DIRECTIONS
The records below need to be repeated exactly, with every picture left out.
########
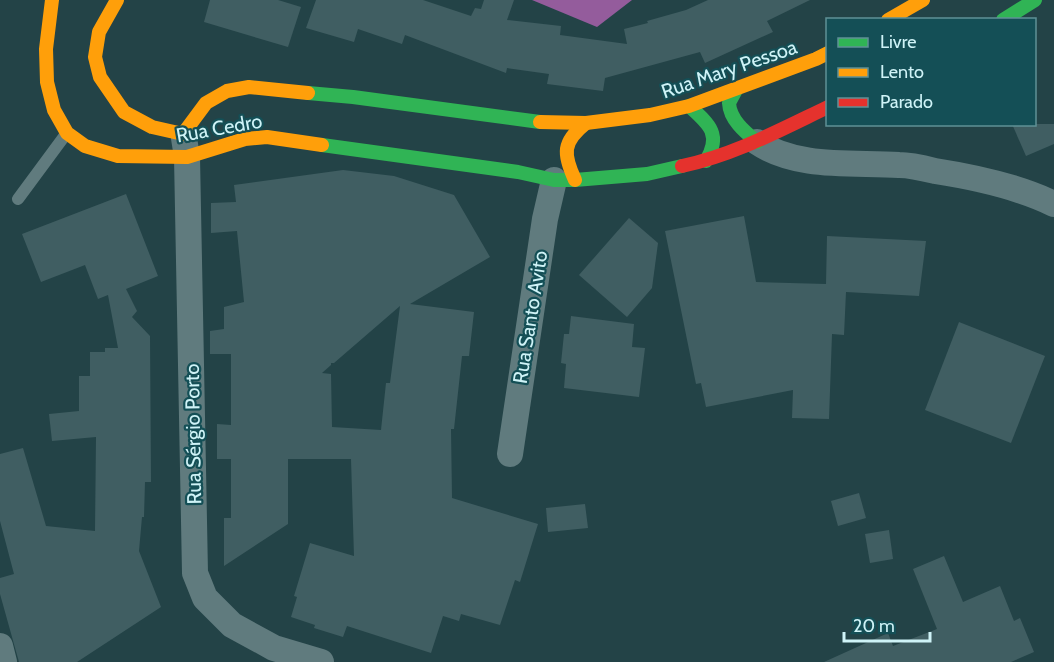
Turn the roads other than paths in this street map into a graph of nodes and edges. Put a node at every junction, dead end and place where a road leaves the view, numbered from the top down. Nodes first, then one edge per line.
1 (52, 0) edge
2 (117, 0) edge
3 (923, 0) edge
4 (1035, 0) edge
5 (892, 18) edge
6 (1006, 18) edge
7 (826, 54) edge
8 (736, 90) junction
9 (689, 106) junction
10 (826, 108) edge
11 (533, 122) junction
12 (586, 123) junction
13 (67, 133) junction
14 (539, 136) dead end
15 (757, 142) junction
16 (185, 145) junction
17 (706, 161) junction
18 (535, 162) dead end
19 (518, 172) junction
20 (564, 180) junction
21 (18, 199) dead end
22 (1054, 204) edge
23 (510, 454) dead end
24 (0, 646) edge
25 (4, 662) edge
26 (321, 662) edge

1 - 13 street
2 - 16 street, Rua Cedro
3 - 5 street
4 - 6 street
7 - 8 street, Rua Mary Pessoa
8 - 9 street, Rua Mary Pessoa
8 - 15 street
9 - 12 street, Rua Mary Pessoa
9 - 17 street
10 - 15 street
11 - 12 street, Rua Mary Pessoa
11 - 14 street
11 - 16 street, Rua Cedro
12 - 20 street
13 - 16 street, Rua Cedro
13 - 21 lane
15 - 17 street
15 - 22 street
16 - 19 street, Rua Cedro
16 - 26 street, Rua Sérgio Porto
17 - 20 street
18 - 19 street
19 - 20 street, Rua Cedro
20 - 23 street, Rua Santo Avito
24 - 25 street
########
ANSWER SPACE
Turn the roads other than paths in this street map into a graph of nodes and edges. Put a node at every junction, dead end and place where a road leaves the view, numbered from the top down. Nodes first, then one edge per line.
1 (52, 0) edge
2 (117, 0) edge
3 (923, 0) edge
4 (1035, 0) edge
5 (892, 18) edge
6 (1006, 18) edge
7 (826, 54) edge
8 (736, 90) junction
9 (689, 106) junction
10 (826, 108) edge
11 (533, 122) junction
12 (586, 123) junction
13 (67, 133) junction
14 (539, 136) dead end
15 (757, 142) junction
16 (185, 145) junction
17 (706, 161) junction
18 (535, 162) dead end
19 (518, 172) junction
20 (564, 180) junction
21 (18, 199) dead end
22 (1054, 204) edge
23 (510, 454) dead end
24 (0, 646) edge
25 (4, 662) edge
26 (321, 662) edge

1 - 13 street
2 - 16 street, Rua Cedro
3 - 5 street
4 - 6 street
7 - 8 street, Rua Mary Pessoa
8 - 9 street, Rua Mary Pessoa
8 - 15 street
9 - 12 street, Rua Mary Pessoa
9 - 17 street
10 - 15 street
11 - 12 street, Rua Mary Pessoa
11 - 14 street
11 - 16 street, Rua Cedro
12 - 20 street
13 - 16 street, Rua Cedro
13 - 21 lane
15 - 17 street
15 - 22 street
16 - 19 street, Rua Cedro
16 - 26 street, Rua Sérgio Porto
17 - 20 street
18 - 19 street
19 - 20 street, Rua Cedro
20 - 23 street, Rua Santo Avito
24 - 25 street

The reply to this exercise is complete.